Talking about the industry, fintech, e-commerce, and healthcare make to the top three positions for the most sought after segments among the investors. Though E-commerce has seen it’s all time low with the fewer number of deals, it still managed to retain the top position after the much-hyped fintech segment.
Investment rounds that made headlines
India’s largest online retailer Flipkart remained the highlight of all the funding deals in H1-2017 by closing a mammoth round of $1.4 billion in April from Tencent Holding Ltd, eBay Inc., and Microsoft Corp and $71 million round in July from Naspers. The infusion of capital further consolidates its position to compete with its archrival Amazon India.
Flipkart was followed by Ola and Paytm, with Ola raising three rounds of funding during the period and Paytm e-commerce raising $300 million round from Alibaba. Ola raised $330 million from Softbank, $105 million from Falcon Edge Capital and $50 million from Tekne Capital.
Gurgaon-based wind energy firm ReNew Power raised $200 million from JERA, which is a subsidiary of Tokyo Electric Power. ReNew Power targets to become one of the leading renewable energy producers in India, initially focusing on purchasing and operating the majority of wind farms in India.
Another green energy producer Hero Future Energies is next on the list with $125 million round from International Finance Corporation.
Mergers and Acquisitions
The year started with PropTiger, an independent real estate advisory firm acquiring online real estate listing platform, housing.com in January 2017.
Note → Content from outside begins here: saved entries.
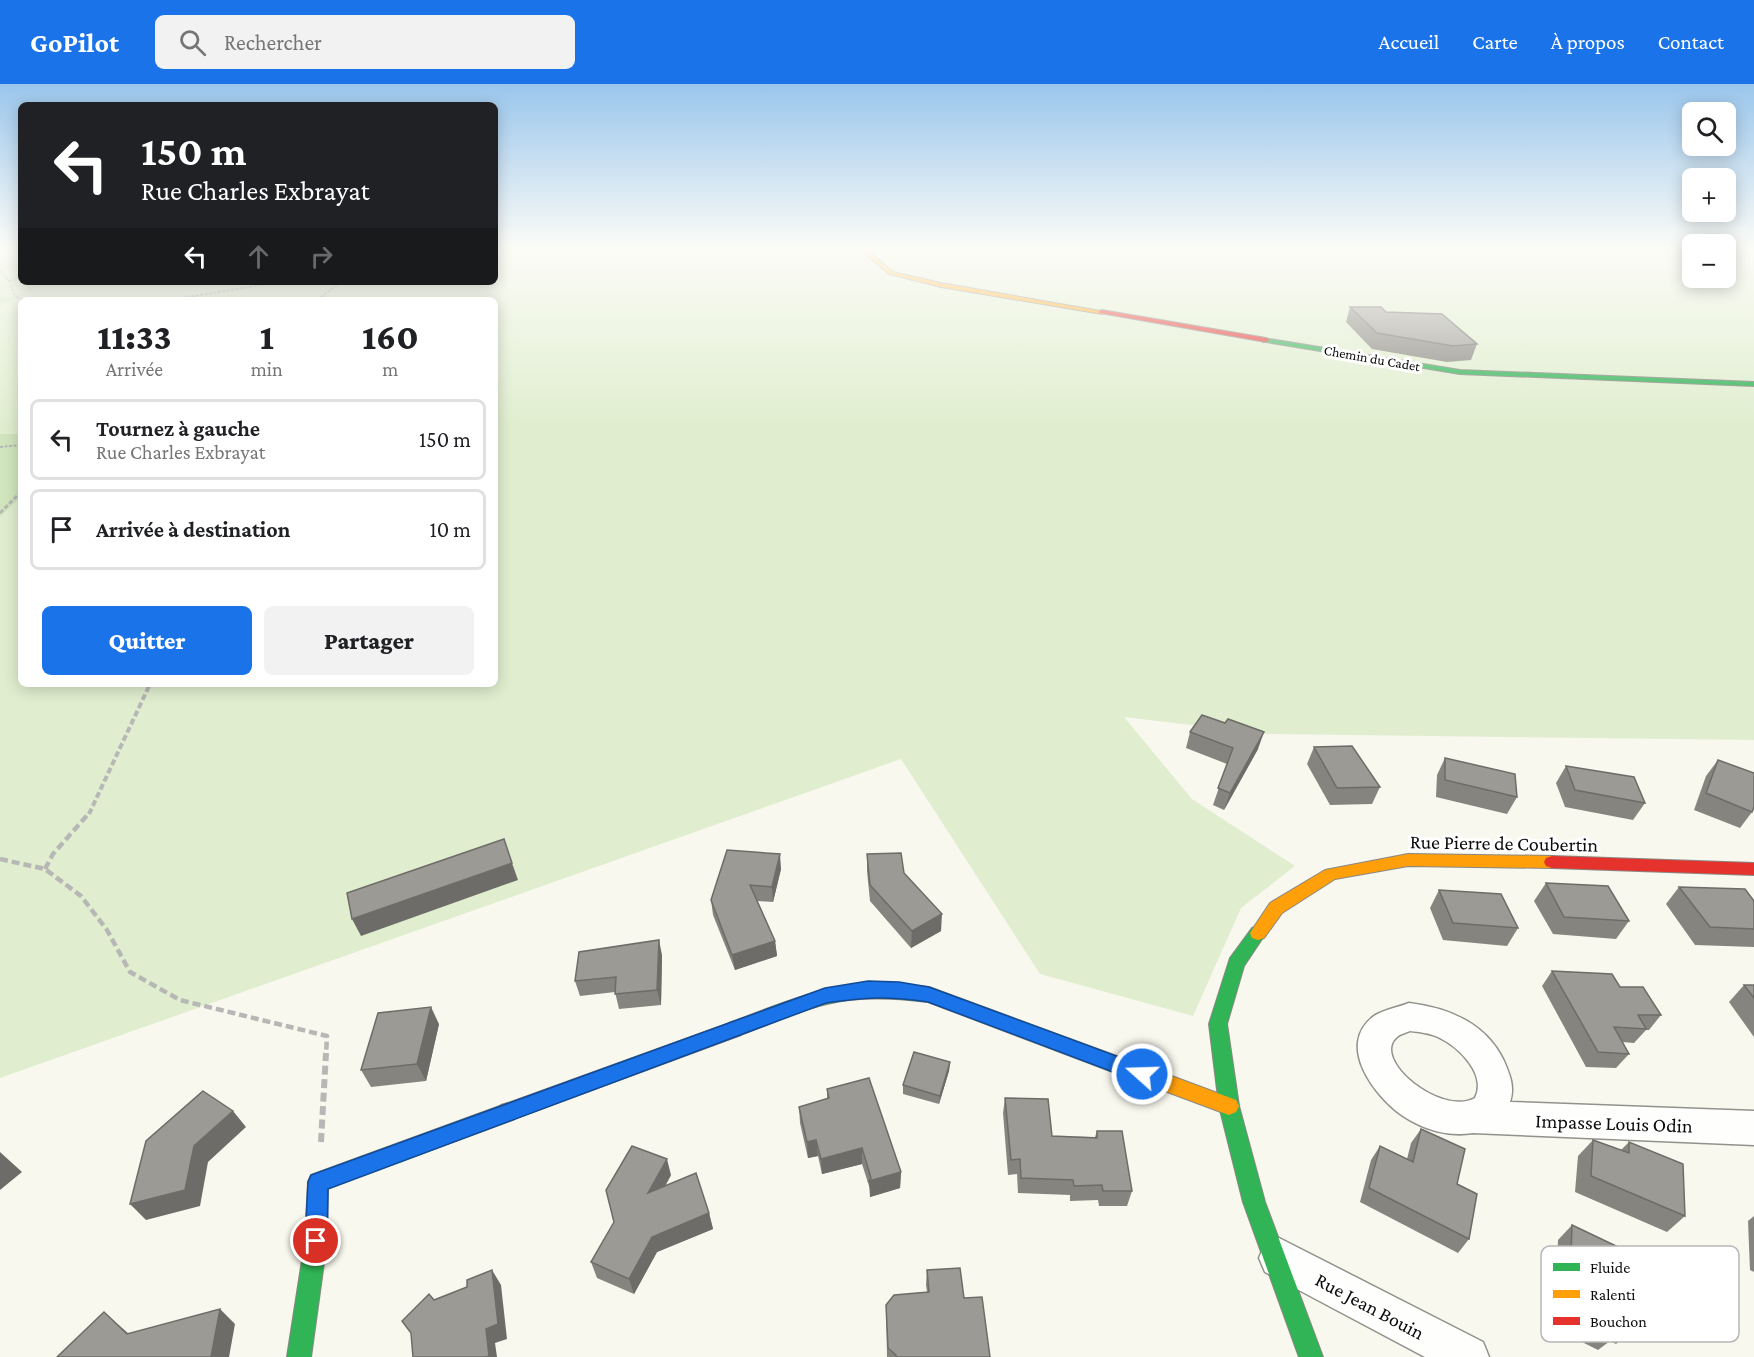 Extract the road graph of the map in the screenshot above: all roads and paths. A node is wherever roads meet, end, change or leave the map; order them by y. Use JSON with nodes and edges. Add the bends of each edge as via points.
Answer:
{"nodes":[{"id":1,"x":1075,"y":307,"type":"edge"},
{"id":2,"x":1754,"y":384,"type":"edge"},
{"id":3,"x":18,"y":445,"type":"edge"},
{"id":4,"x":0,"y":447,"type":"edge"},
{"id":5,"x":18,"y":495,"type":"edge"},
{"id":6,"x":0,"y":513,"type":"edge"},
{"id":7,"x":149,"y":687,"type":"edge"},
{"id":8,"x":0,"y":859,"type":"edge"},
{"id":9,"x":1754,"y":868,"type":"edge"},
{"id":10,"x":45,"y":869,"type":"junction"},
{"id":11,"x":1228,"y":1106,"type":"junction"},
{"id":12,"x":1474,"y":1117,"type":"dead end"},
{"id":13,"x":1754,"y":1128,"type":"edge"},
{"id":14,"x":318,"y":1182,"type":"junction"},
{"id":15,"x":1273,"y":1254,"type":"junction"},
{"id":16,"x":299,"y":1357,"type":"edge"},
{"id":17,"x":1311,"y":1357,"type":"edge"},
{"id":18,"x":1468,"y":1357,"type":"edge"}],
"edges":[{"from":1,"to":2,"type":"street","name":"Chemin du Cadet","via":[[1460,372]]},
{"from":3,"to":4,"type":"path"},
{"from":5,"to":6,"type":"path"},
{"from":7,"to":10,"type":"path","via":[[89,814],[53,854]]},
{"from":8,"to":10,"type":"path"},
{"from":9,"to":11,"type":"street","name":"Rue Pierre de Coubertin","via":[[1408,860],[1330,874],[1276,908],[1236,963],[1218,1024]]},
{"from":10,"to":14,"type":"path","via":[[81,896],[107,930],[130,972],[180,1000],[327,1036]]},
{"from":11,"to":14,"type":"street","via":[[929,995],[868,989],[815,999]]},
{"from":11,"to":15,"type":"street","name":"Rue Pierre de Coubertin","via":[[1254,1202]]},
{"from":12,"to":13,"type":"street","name":"Impasse Louis Odin"},
{"from":14,"to":16,"type":"street","via":[[316,1241]]},
{"from":15,"to":17,"type":"street","name":"Rue Pierre de Coubertin"},
{"from":15,"to":18,"type":"street","name":"Rue Jean Bouin"}]} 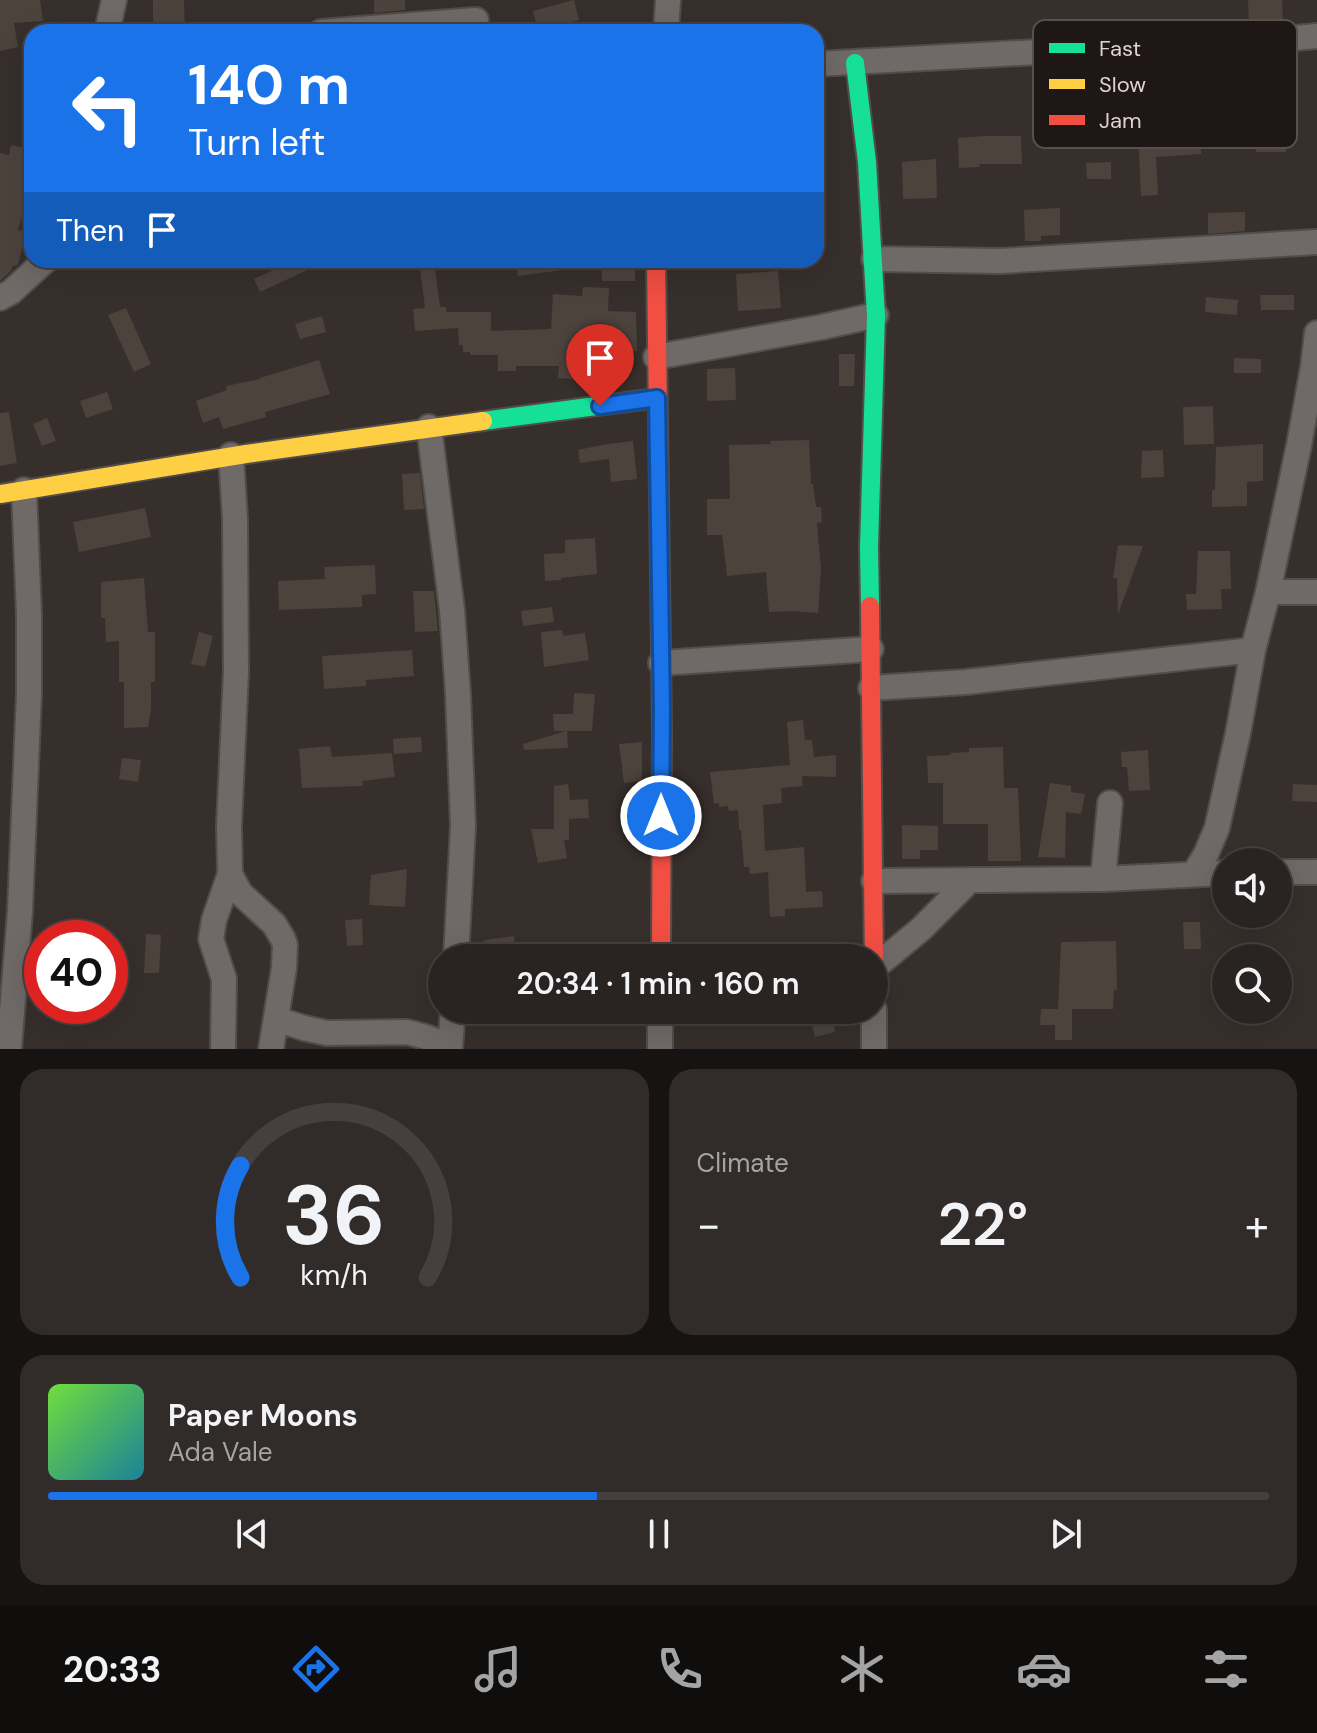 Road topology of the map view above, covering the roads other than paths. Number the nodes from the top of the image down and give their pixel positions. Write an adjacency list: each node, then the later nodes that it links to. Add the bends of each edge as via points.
1 (114, 0): 4 (street)
2 (668, 0): 6 (street)
3 (476, 17): 5 (street)
4 (109, 24)
5 (404, 24)
6 (666, 24)
7 (1317, 36): 8 (street)
8 (1297, 38)
9 (1033, 52): 10 (street)
10 (855, 63): 11 (street); 13 (street)
11 (824, 64)
12 (1317, 242): 13 (street, via 1000,261)
13 (874, 259): 17 (street)
14 (37, 268): 16 (street)
15 (656, 268): 19 (street)
16 (0, 298)
17 (876, 315): 19 (street); 26 (street)
18 (1317, 333): 24 (street)
19 (656, 357): 20 (street)
20 (657, 398): 21 (street); 28 (street)
21 (429, 427): 22 (street); 41 (street, via 458,694 463,826)
22 (231, 455): 23 (street); 36 (street, via 236,672)
23 (12, 492): 50 (street, via 29,615 20,911)
24 (1268, 592): 25 (street); 27 (street)
25 (1317, 592)
26 (871, 649): 28 (street); 29 (street)
27 (1253, 650): 29 (street); 31 (street)
28 (661, 663): 42 (street)
29 (871, 688): 40 (street)
30 (1110, 803): 38 (street)
31 (1217, 828): 32 (street); 37 (street)
32 (1224, 848)
33 (1292, 872): 34 (street)
34 (1317, 872)
35 (1212, 873): 37 (street)
36 (230, 874): 45 (street, via 240,893 274,924 285,945); 51 (street, via 211,939 224,979)
37 (1194, 874): 38 (street)
38 (1103, 879): 39 (street)
39 (970, 880): 40 (street); 44 (street)
40 (874, 881): 43 (street)
41 (457, 944)
42 (661, 944)
43 (874, 944)
44 (888, 956)
45 (276, 1019): 49 (street, via 327,1033 407,1032); 52 (street)
46 (452, 1024): 49 (street)
47 (660, 1024): 53 (street)
48 (874, 1024): 54 (street)
49 (450, 1048)
50 (9, 1049)
51 (223, 1049)
52 (271, 1049)
53 (660, 1049)
54 (874, 1049)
In March, India’s first listed e-commerce entity Infibeam acquired cloud ERP solutions provider DRC Systems. Through this acquisition, Infibeam plans to develop customized software solutions for e-commerce applications.
Later we saw local e-commerce giant Flipkart acquiring eBay India business in a bid to fight against rising competition from Amazon. As part of the deal, eBay Inc has put $500 million in Flipkart and sold its India business to Flipkart at a valuation of $200 million.
In June, online food discovery and delivery platform Zomato bought hyper local delivery startup Runnr and prepares to start its own food delivery platform. The merged entry of RoadRunnr and TinyOwl, Runnr was valued at $40 million at the time of the deal.
By the time, we are completing this report for H1 2017, Flipkart looks quite positive with its bold move to acquire troubled e-commerce and its homegrown competitor Snapdeal in close to a billion dollar deal. Even though the promoters and early investors in Snapdeal are not supporting the acquisition, the deal has the blessings of gargantuan Investment major, Softbank Capital. Softbank is a leading investor in Snapdeal and is looking to roll up its investment to outrun e-commerce giant Amazon.
In the meantime, Snapdeal has sold its mobile-wallet subsidiary Freecharge which it acquired in $400 million deal to Axis Bank in $60 million. This $60 million will help Snapdeal to continue its operation as an independent unit on a small scale, which they are calling Snapdeal 2.0
“Even though the funding scene in Indian startup ecosystem is regaining momentum, Flipkart and Paytm cornered most of the funding in H1 2017, signaling a drought of funds for other players in India.” says Abhishek Singh, Co-Founder YoStartups.
In addition to this in the first half of 2017, average ticket size of the funds raised in Series-A rounds was smaller than those raised in 2015 and 2016. Series C has become even tougher in the first half of 2017, seeing the lowest figures since 2015, both for the number of deals and funds garnered. All in all, the mid range funding has taken a hit with timelines for raising series B and C rounds moving northwards.
The first half-year of 2017 has been tough on the investors as well, who are yet to see good exists this year. The momentum may not change substantially in the next 6 months, though the India story is more attractive than ever and investors are keen to latch on to the bandwagon, provided we can demonstrate good business models.